COMMENT
The Prime Minister, Helen Clark, consistently characterises her refusal to extend the moratorium on applications for the release of genetically modified organisms into the environment as "rational".
The Environment Minister, Marian Hobbs, derides those who oppose lifting the moratorium as Luddites who are anti-research. Decisions around GM need, she says, to be made with rational consideration.
But who is being irrational here? It is increasingly difficult to discern a rational argument for lifting the moratorium next Wednesday.
We have been told that lifting the moratorium is the only economically responsible path. But where is the evidence that pursuing a GM path will result in economic benefit?

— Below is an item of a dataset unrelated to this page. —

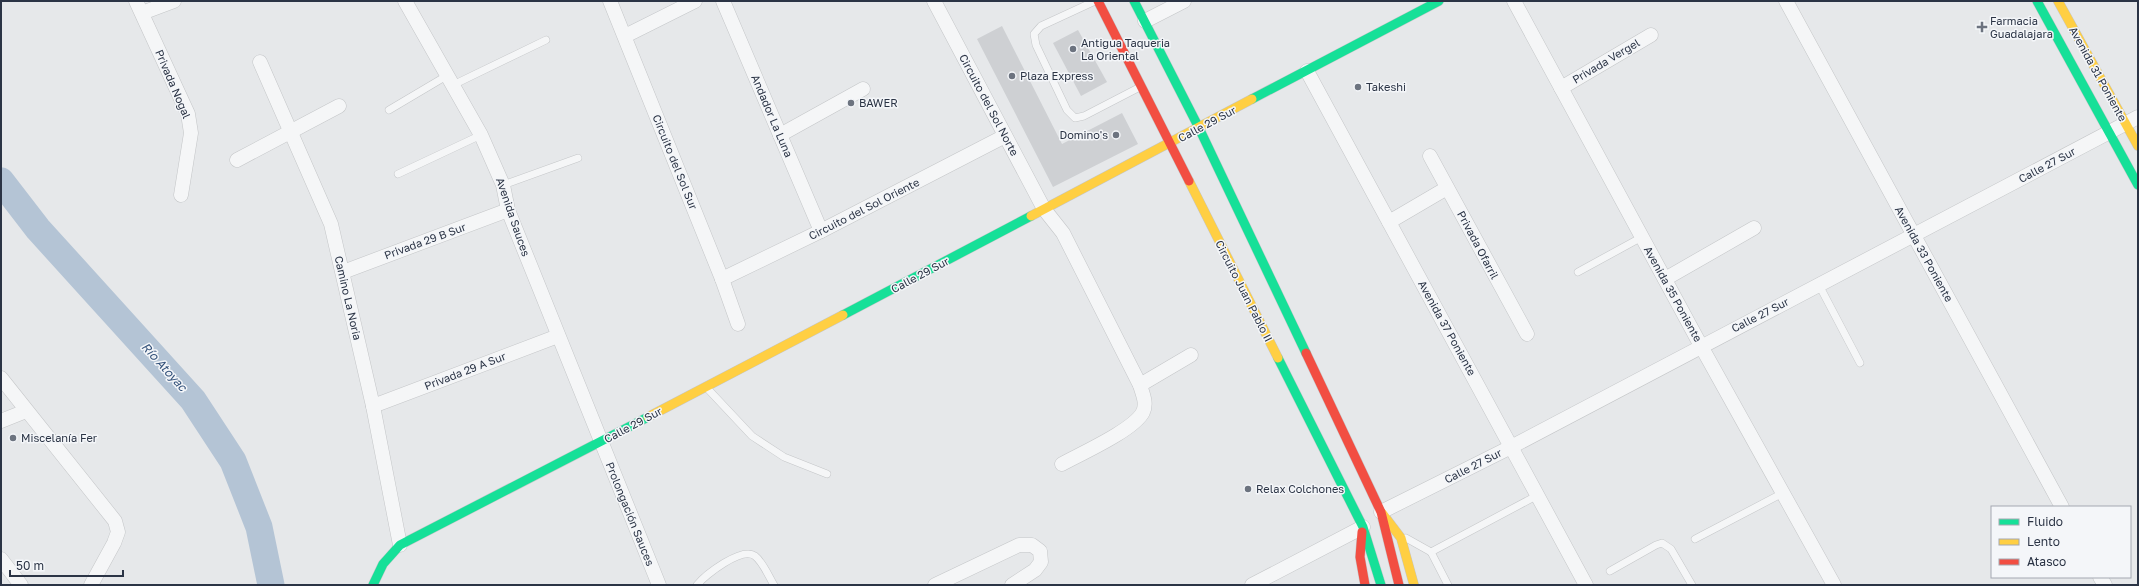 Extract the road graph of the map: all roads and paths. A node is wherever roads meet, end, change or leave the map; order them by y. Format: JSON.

We have spent millions building a clean, green image. Research carried out by Lincoln University for the Ministry for the Environment indicated that GM release would substantially devalue that brand.
It presented evidence that a significant proportion (25 to 37 per cent) of consumers in Australia, the United States and Britain (not even the most GM-hostile markets) would be less likely to buy our food products, even if the product in question were GM-free. Some would buy at a price discount, but most would not.
An even greater proportion of these consumers (about half) would be more likely to buy our food products if we decided not to release GMOs into the environment.
Is it rational to gamble away our existing market advantage, and forgo an even greater advantage, for the possibility of insect-resistant potatoes or herbicide-resistant onions - products that may not only be unwanted in our high-value target markets but that may devalue other products in those markets?
The arguments provided in favour of the economic benefits of GM rely heavily on hypothetical productivity gains. But even if these gains turn out to be real and long-term, productivity increases cannot be assumed to lead to higher overall returns on commodity markets, where increases in supply tend to produce lower prices.
When Monsanto, presumably rationally, withdrew from European cereals markets, an industry insider remarked: "If there's no market for something, you go elsewhere," and suggested the markets for GM food products lay in China, Southeast Asia and South America.
Is production for these markets a rational strategy for New Zealand to overcome its dependence on supply-vulnerable commodity prices?
The Government argues that lifting the moratorium is also essential to research in biotechnology.
It may be a way to enable some kinds of research into the effects of GMOs in the wider environment. But it is not essential to much other research - such as into important aspects of horizontal gene transfer, random-integration effects, and more precise and controllable insertion techniques - that is also necessary for understanding or mitigating the effects of GMOs in the environment. Nor is it essential to the wide range of other biotechnology applications that we could be pursuing in place of GM.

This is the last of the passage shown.